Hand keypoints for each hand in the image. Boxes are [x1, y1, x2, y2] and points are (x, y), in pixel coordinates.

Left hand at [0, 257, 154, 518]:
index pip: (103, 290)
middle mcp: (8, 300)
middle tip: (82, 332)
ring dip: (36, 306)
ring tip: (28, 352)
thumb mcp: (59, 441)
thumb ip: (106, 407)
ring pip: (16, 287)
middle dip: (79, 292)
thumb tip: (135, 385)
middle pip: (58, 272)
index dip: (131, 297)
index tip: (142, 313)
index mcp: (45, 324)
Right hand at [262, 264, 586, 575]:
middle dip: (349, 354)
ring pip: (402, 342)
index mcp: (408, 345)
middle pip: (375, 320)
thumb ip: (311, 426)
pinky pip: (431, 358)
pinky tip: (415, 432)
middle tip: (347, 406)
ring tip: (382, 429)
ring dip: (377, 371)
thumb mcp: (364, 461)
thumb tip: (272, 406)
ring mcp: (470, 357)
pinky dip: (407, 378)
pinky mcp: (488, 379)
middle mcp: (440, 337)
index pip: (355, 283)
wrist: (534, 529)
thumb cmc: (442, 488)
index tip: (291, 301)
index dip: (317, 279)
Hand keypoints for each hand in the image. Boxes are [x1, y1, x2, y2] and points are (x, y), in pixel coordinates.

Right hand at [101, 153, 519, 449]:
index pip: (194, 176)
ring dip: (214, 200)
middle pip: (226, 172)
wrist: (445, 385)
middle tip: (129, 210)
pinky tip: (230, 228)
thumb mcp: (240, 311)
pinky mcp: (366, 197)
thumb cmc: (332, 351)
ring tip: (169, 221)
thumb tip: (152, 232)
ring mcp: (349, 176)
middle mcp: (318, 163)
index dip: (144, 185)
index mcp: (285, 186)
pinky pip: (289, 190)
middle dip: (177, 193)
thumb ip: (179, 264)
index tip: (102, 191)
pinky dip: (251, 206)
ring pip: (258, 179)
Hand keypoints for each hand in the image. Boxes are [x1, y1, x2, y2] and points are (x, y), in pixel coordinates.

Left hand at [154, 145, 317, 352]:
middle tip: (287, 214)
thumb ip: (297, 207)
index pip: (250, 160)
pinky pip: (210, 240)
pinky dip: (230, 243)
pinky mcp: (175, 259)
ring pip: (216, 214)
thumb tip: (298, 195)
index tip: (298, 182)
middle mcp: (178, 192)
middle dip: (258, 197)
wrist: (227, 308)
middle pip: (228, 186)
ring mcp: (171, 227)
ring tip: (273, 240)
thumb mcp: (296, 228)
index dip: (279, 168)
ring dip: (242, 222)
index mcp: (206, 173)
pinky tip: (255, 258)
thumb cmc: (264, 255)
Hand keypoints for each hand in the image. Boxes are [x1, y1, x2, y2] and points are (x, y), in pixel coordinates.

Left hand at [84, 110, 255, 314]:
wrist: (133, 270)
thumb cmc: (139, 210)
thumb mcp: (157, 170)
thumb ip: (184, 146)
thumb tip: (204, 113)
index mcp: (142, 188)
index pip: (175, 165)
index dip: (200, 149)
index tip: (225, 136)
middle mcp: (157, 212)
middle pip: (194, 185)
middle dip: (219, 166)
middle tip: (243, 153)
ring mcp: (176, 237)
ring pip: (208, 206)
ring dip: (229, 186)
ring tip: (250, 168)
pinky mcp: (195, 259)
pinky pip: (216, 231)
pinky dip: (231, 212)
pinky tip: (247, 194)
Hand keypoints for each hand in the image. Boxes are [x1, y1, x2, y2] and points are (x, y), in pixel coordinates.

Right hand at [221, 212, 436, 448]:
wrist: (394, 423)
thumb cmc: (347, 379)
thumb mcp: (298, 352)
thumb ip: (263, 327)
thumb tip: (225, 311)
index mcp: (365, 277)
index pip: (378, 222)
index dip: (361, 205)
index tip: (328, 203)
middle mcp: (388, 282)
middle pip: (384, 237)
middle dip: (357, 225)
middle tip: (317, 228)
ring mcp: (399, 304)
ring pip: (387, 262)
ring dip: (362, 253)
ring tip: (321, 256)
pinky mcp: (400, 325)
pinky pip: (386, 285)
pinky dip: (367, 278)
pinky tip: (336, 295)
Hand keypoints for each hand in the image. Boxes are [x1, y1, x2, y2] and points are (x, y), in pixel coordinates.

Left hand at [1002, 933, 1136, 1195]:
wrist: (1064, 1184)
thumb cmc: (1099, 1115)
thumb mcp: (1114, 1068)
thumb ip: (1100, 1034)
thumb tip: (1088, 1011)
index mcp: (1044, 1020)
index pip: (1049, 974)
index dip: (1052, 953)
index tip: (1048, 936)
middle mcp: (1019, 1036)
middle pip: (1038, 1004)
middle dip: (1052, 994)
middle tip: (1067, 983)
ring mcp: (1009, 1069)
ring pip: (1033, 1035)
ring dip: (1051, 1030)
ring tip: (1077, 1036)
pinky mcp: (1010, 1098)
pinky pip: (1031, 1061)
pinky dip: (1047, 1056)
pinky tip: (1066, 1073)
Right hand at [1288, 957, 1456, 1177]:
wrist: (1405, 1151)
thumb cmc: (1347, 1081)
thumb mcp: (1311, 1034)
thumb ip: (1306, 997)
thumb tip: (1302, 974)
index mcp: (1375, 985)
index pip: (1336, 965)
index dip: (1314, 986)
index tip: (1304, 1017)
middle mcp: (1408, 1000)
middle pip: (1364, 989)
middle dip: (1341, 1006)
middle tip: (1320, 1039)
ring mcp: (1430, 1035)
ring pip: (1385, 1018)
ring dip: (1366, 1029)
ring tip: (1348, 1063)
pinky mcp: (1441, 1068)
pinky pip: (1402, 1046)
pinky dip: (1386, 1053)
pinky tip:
◆ ◆ ◆ ◆ ◆ ◆ ◆
### EXERCISE AIM
Write the records out once more. Change nothing.

### REPLY TO THE TASK
Hand keypoints for each hand in the image. Boxes are [x1, y1, x2, y2] and points are (x, y), in pixel coordinates.

Left hand at [0, 257, 154, 518]:
index pip: (103, 290)
middle mcp: (8, 300)
middle tip: (82, 332)
ring dip: (36, 306)
ring tip: (28, 352)
thumb mcp: (59, 441)
thumb ip: (106, 407)
ring pip: (16, 287)
middle dip: (79, 292)
thumb tip: (135, 385)
middle pip: (58, 272)
index dip: (131, 297)
index tip: (142, 313)
index mcp: (45, 324)
Right hand at [262, 264, 586, 575]:
middle dip: (349, 354)
ring pip: (402, 342)
index mcp: (408, 345)
middle pip: (375, 320)
thumb ip: (311, 426)
pinky pip: (431, 358)
pinky tip: (415, 432)
middle tip: (347, 406)
ring tip: (382, 429)
ring dip: (377, 371)
thumb mcp: (364, 461)
thumb tip: (272, 406)
ring mcp: (470, 357)
pinky dip: (407, 378)
pinky mcp: (488, 379)
middle mcp: (440, 337)
index pip: (355, 283)
wrist: (534, 529)
thumb cmc: (442, 488)
index tip: (291, 301)
index dip: (317, 279)
Hand keypoints for each hand in the image. Boxes are [x1, y1, x2, y2] and points are (x, y), in pixel coordinates.

Right hand at [101, 153, 519, 449]:
index pip: (194, 176)
ring dip: (214, 200)
middle pip: (226, 172)
wrist: (445, 385)
middle tip: (129, 210)
pinky tip: (230, 228)
thumb mcp: (240, 311)
pinky mcp: (366, 197)
thumb cmc: (332, 351)
ring tip: (169, 221)
thumb tip: (152, 232)
ring mcp: (349, 176)
middle mcp: (318, 163)
index dip: (144, 185)
index mcp: (285, 186)
pinky pip: (289, 190)
middle dip: (177, 193)
thumb ip: (179, 264)
index tip: (102, 191)
pinky dip: (251, 206)
ring pip: (258, 179)
Hand keypoints for each hand in the image. Boxes are [x1, y1, x2, y2] and points are (x, y), in pixel coordinates.

Left hand at [154, 145, 317, 352]:
middle tip: (287, 214)
thumb ip: (297, 207)
index pip: (250, 160)
pinky pip: (210, 240)
pinky dip: (230, 243)
pinky mcp: (175, 259)
ring pip: (216, 214)
thumb tip: (298, 195)
index tip: (298, 182)
middle mcp: (178, 192)
middle dip: (258, 197)
wrist: (227, 308)
middle pip: (228, 186)
ring mcp: (171, 227)
ring tip: (273, 240)
thumb mcp: (296, 228)
index dip: (279, 168)
ring dip: (242, 222)
index mcp: (206, 173)
pinky tip: (255, 258)
thumb cmc: (264, 255)
Hand keypoints for each hand in the image. Boxes are [x1, y1, x2, y2] and points are (x, y), in pixel coordinates.

Left hand at [84, 110, 255, 314]:
wrist: (133, 270)
thumb cmc: (139, 210)
thumb mcp: (157, 170)
thumb ip: (184, 146)
thumb tip: (204, 113)
index mcp: (142, 188)
index pip: (175, 165)
index dip: (200, 149)
index tip: (225, 136)
middle mcp: (157, 212)
middle pip: (194, 185)
middle dip: (219, 166)
middle tip: (243, 153)
ring mcp: (176, 237)
ring pip: (208, 206)
ring dip: (229, 186)
ring tip: (250, 168)
pinky mcp: (195, 259)
pinky pip: (216, 231)
pinky dip: (231, 212)
pinky tip: (247, 194)
Hand keypoints for each hand in the image. Boxes are [x1, y1, x2, y2] and points are (x, y), in pixel coordinates.

Right hand at [221, 212, 436, 448]:
wrist: (394, 423)
thumb cmc: (347, 379)
thumb mcp: (298, 352)
thumb ip: (263, 327)
thumb tip: (225, 311)
index mcp: (365, 277)
index pip: (378, 222)
index dip: (361, 205)
index tip: (328, 203)
middle mcp: (388, 282)
middle pip: (384, 237)
middle dip: (357, 225)
middle tip: (317, 228)
ring mcp: (399, 304)
ring pip: (387, 262)
ring dip: (362, 253)
ring tip: (321, 256)
pinky mcp: (400, 325)
pinky pip: (386, 285)
pinky dip: (367, 278)
pinky tip: (336, 295)
Hand keypoints for each hand in the image. Boxes are [x1, y1, x2, y2] and points are (x, y), in pixel coordinates.

Left hand at [1002, 933, 1136, 1195]:
wrist: (1064, 1184)
thumb cmc: (1099, 1115)
thumb mcp: (1114, 1068)
thumb ip: (1100, 1034)
thumb tip: (1088, 1011)
index mcp: (1044, 1020)
index pip: (1049, 974)
index dip: (1052, 953)
index tip: (1048, 936)
middle mcp: (1019, 1036)
middle pip: (1038, 1004)
middle dip: (1052, 994)
middle tip: (1067, 983)
ring mcp: (1009, 1069)
ring pip: (1033, 1035)
ring dip: (1051, 1030)
ring tip: (1077, 1036)
pinky mcp: (1010, 1098)
pinky pip: (1031, 1061)
pinky dip: (1047, 1056)
pinky tip: (1066, 1073)
Right hand at [1288, 957, 1456, 1177]:
wrist: (1405, 1151)
thumb cmc: (1347, 1081)
thumb mcp: (1311, 1034)
thumb ip: (1306, 997)
thumb tip: (1302, 974)
index mcp: (1375, 985)
index pip: (1336, 965)
index dip: (1314, 986)
index tip: (1304, 1017)
middle mcp: (1408, 1000)
middle pip: (1364, 989)
middle dip: (1341, 1006)
middle tip: (1320, 1039)
ring mcp: (1430, 1035)
ring pip: (1385, 1018)
ring dip: (1366, 1029)
ring tip: (1348, 1063)
pinky mcp: (1441, 1068)
pinky pip: (1402, 1046)
pinky dip: (1386, 1053)
pinky tip:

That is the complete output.